You Don’t Need to Care About Who Did It
In response to my posts about mystery roleplaying I got often the feedback of people who say they don’t like solving mysteries.
Going against what it is normally advisable, I will go out on a limb and try to do a bit of amateur psychoanalysis. I believe most people who say they don’t like mystery scenarios aren’t really reacting to the genre. What they are reacting to is the workload and the feeling of being tested.
They imagine an evening of note-taking, clue-tracking, and logical deduction when what they actually want from roleplaying is interaction, tension, and story. To them, the “mystery” sounds like homework: gather facts, compare alibis, with an exam at the end: did you reach the correct conclusion?
You didn’t? Oh poor you.
Nobody likes to feel tested.
But the mystery is never just what makes a cozy mystery work. A good one isn’t (just) about solving a puzzle; it’s about the interacting with people. Eccentric, contradictory, and emotionally charged people, find their quirks, their manias, their secrets, watch how your own character behaves among them. The mystery gives you a reason to talk to everyone, but the real pleasure may lie in those conversations themselves.
The Social Pleasures of Investigation
Every mystery begins as a social web: the innkeeper who’s a little too nosy, the nervous schoolteacher with something to hide, the war veteran who drinks too much and talks too loud. You may be asking about motives or timelines, but what you’re really doing is exploring personalities. The investigation gives a structure and a goal to what would otherwise be a collection of unrelated dialogues.
Even players who don’t care who the culprit is will often find themselves caring about someone: the wronged lover, the overworked constable, the child who saw too much. Once you start engaging with the characters, the mystery may even become secondary. The investigation turns into a map of human relationships. And each interview becomes a chance to reveal not only what happened, but who these people are and what makes them tick. And not only them, but also the players’ characters, because by interacting with these different NPCs different aspects of the player characters will surface.

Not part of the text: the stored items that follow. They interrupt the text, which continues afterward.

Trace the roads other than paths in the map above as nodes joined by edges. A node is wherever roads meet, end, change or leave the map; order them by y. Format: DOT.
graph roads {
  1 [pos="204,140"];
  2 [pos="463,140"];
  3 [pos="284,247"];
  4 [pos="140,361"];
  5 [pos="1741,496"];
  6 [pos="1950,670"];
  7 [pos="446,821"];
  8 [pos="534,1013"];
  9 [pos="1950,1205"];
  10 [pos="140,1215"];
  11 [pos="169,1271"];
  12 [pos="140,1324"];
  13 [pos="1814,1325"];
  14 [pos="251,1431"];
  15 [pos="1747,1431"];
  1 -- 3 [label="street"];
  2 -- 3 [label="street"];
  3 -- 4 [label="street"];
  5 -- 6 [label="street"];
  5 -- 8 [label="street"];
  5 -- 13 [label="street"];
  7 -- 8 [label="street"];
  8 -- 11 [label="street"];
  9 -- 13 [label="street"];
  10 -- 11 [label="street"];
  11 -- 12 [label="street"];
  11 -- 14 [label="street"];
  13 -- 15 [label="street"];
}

The Foundation: Strong, Interconnected NPCs
In my previous article, I emphasized how crucial it is for the scenario itself to do the heavy lifting. Cozy mysteries only work when the NPCs are vivid, well-fleshed out, and connected to each other by strong relationships.
The trick is to populate the setting with people who have inner lives and recognizable contradictions: someone kind but cowardly, proud but insecure, loyal but afraid. Each of them should have their own agenda, their own little orbit of relationships and tensions with other NPCs. When that groundwork is there, even players who have no interest in deduction will find themselves immersed. They’ll talk, improvise, and react because the fictional world feels alive.
When the characters are strong enough, every conversation matters; not (just) because it brings you closer to the answer, but because it reveals more of the social and emotional landscape you’re exploring.
Roleplay as Exploration
A cozy mystery gives players a perfect excuse to act. It’s a genre built on conversation: every scene is a chance to stay in character, to respond to suspicion or charm, to press or retreat. There’s an intimacy to it. You’re not fighting monsters or deciphering runes; you’re discovering people.
That requires empathy, intuition, and curiosity, which are all central skills in roleplaying. The joy of play doesn’t come from “solving” the case but from living it: the hesitant politeness of an amateur detective, the irritation of an efficient policeman dealing with local gossip, or the warmth of a friend trying to comfort the accused. The investigation becomes a mirror for the player’s own temperament and emotional intelligence.
The Joy of Performance
Cozy mysteries are inherently theatrical. They invite characters who are just a bit too much: the gossiping widow, the melodramatic artist, the sanctimonious vicar with the heavy sermons. This is where players can really shine: the table becomes a stage for small acts of drama, humor, and revelation.
For the Game Master, it’s a chance to showcase operatic NPCs. For players, it’s an opportunity to perform, to react, to build rapport. Even the smallest details, how a suspect pours tea, or how their voice wavers when they mention the deceased, can become hooks for improvised storytelling.
When everyone synchs into that rhythm, the scenario comes alive. And hopefully there is one of the players that is invested in figuring out the mastery… but what is really the problem if that is not the case?
Emotional Closure Over Logical Closure
The payoff of a good cozy mystery isn’t just the revelation of the culprit. It’s the understanding that emerges of why people act as they do, what they fear, and what and why do they lie.
It’s not about being right. It’s about feeling that moment when justice and empathy pull in opposite directions and realizing that both matter.
Thus, as a game master, you don’t need to worry whether players will or will they not figure out the mystery. You don’t have to infantilize clues if they don’t get it immediately. Just get them involved in the lives of the NPCs and if possible, in conflict with them.
As a player, feel free to, for once, play the incompetent sleuth or the police investigator who would rather be an opera singer.
A cozy mystery is often more of a chance for empathy than a test of intellect.
So really, don’t get worried if you don’t feel like finding who the culprit is.